■ Collected data entries:
+ + + + + + +
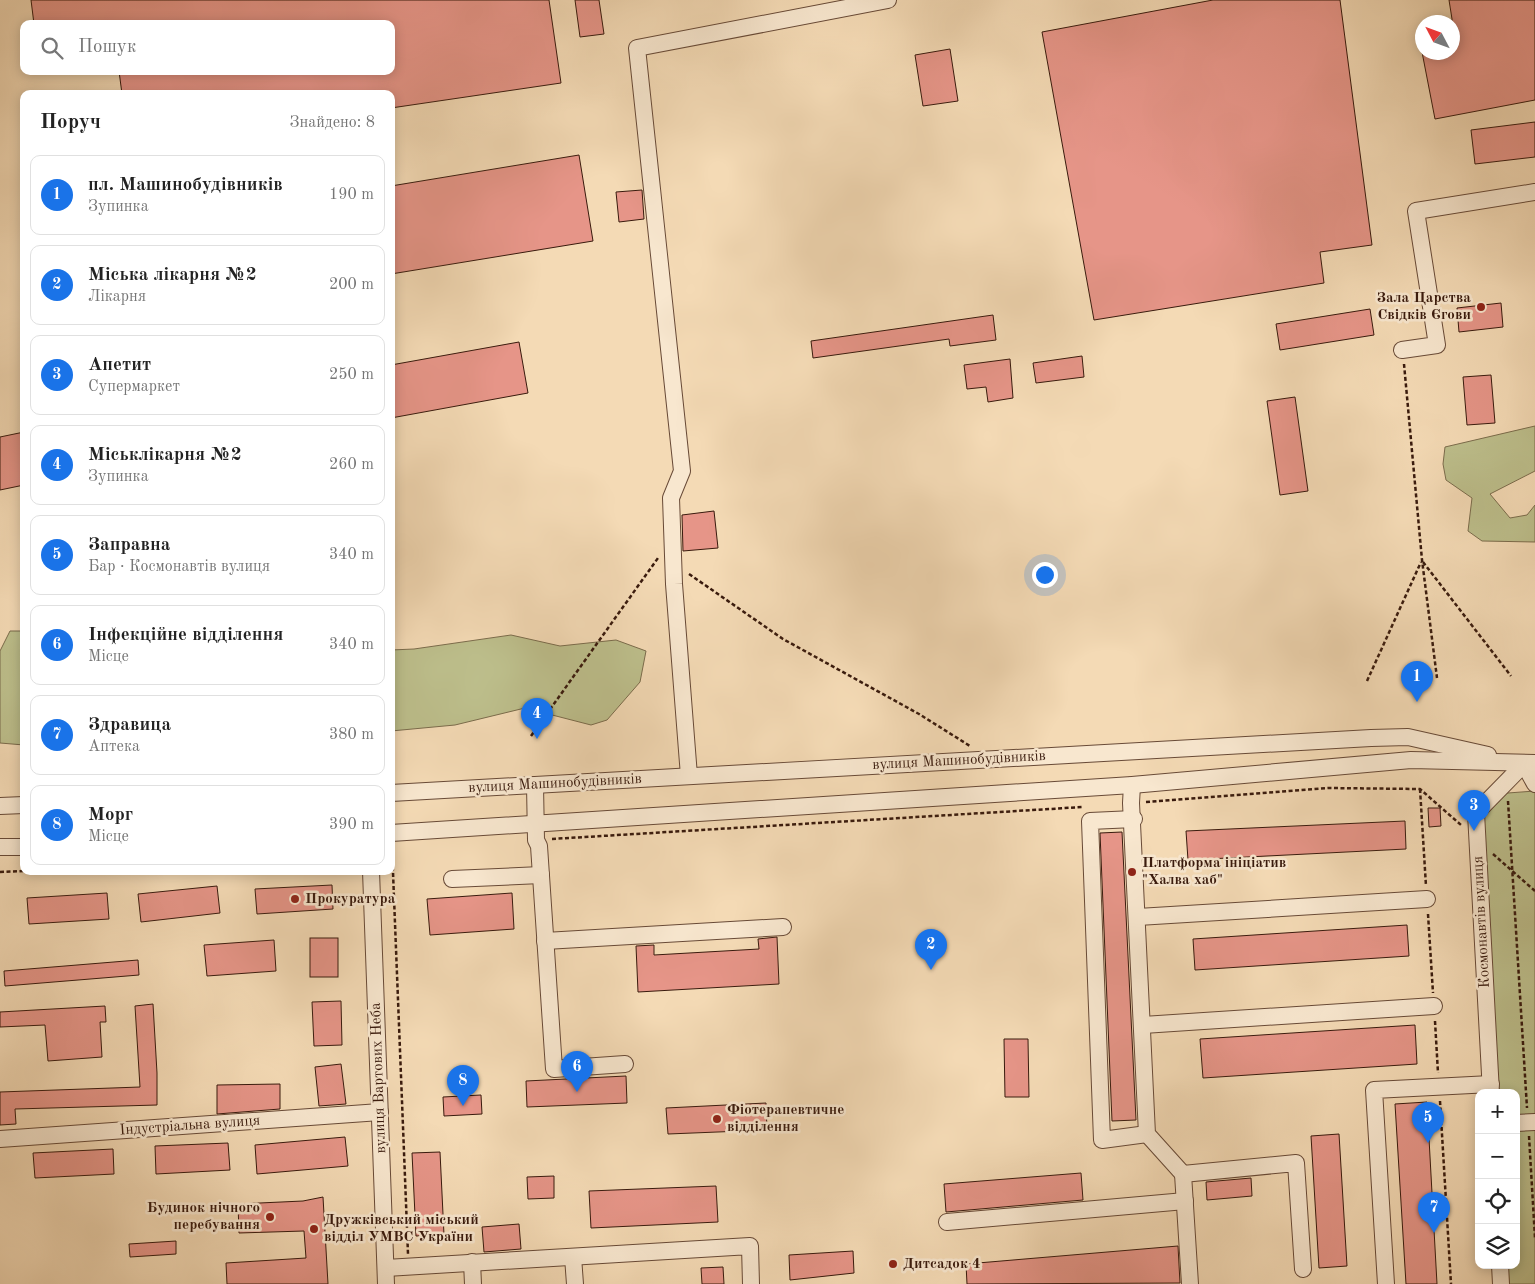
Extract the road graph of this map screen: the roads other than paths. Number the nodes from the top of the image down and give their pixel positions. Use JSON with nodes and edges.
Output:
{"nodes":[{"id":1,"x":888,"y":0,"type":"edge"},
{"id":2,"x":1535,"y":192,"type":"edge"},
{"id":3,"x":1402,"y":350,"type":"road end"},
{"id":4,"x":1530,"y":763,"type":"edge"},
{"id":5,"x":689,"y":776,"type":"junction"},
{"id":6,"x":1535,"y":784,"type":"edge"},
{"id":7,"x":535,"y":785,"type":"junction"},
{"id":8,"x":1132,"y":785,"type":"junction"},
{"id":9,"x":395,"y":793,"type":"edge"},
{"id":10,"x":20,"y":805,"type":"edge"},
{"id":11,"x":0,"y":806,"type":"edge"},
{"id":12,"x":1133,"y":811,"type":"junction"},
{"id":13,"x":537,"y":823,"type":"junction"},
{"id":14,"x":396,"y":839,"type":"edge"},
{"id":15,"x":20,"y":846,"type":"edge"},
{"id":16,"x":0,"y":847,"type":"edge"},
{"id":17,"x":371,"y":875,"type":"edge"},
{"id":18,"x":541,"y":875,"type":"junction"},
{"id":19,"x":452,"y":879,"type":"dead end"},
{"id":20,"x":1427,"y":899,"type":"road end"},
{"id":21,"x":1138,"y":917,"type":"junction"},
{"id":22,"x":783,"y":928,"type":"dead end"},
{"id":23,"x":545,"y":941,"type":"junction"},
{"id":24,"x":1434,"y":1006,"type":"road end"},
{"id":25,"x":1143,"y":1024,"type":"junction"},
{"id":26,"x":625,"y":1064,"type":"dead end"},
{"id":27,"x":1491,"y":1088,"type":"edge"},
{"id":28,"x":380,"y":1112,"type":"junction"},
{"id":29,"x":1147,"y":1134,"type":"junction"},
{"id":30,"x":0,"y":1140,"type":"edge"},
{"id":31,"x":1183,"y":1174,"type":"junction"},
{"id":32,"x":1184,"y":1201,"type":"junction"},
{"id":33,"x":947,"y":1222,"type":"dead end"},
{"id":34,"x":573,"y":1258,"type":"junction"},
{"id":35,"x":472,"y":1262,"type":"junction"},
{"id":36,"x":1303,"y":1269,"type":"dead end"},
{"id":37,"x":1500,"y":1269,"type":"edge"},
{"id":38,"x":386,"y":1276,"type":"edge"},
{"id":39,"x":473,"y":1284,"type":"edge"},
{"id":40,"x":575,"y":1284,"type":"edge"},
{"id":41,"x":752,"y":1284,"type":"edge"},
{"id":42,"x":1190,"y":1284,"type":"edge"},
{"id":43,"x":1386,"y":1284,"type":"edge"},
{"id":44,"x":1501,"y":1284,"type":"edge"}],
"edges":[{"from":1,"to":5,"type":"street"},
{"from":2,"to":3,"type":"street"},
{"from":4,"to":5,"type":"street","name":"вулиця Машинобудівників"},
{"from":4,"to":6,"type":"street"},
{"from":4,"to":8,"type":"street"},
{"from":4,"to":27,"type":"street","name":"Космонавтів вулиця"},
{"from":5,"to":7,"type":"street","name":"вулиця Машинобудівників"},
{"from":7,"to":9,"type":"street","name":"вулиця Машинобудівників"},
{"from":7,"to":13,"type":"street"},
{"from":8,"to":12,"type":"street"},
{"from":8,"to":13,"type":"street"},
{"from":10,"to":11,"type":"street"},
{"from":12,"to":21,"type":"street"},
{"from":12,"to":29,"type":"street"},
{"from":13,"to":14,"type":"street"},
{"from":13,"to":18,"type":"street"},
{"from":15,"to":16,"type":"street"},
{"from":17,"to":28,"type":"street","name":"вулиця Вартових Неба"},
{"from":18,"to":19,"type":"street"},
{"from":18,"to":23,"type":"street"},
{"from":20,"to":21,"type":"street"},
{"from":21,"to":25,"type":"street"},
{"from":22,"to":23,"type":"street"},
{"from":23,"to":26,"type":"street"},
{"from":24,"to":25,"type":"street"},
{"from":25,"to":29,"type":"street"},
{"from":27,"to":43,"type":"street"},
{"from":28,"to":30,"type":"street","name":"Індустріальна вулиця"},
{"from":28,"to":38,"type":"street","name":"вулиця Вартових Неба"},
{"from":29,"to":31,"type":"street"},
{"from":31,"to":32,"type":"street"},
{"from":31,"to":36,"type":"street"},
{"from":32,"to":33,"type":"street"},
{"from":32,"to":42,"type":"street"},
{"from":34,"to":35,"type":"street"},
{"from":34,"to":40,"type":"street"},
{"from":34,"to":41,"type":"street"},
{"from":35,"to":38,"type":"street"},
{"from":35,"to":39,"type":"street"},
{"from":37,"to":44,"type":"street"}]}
+ + + + + + +
■ Instructions for the task: Search the entries for the word "Неба" and pick out every line that holds it.

■ Exercise answer:
{"from":17,"to":28,"type":"street","name":"вулиця Вартових Неба"},
{"from":28,"to":38,"type":"street","name":"вулиця Вартових Неба"},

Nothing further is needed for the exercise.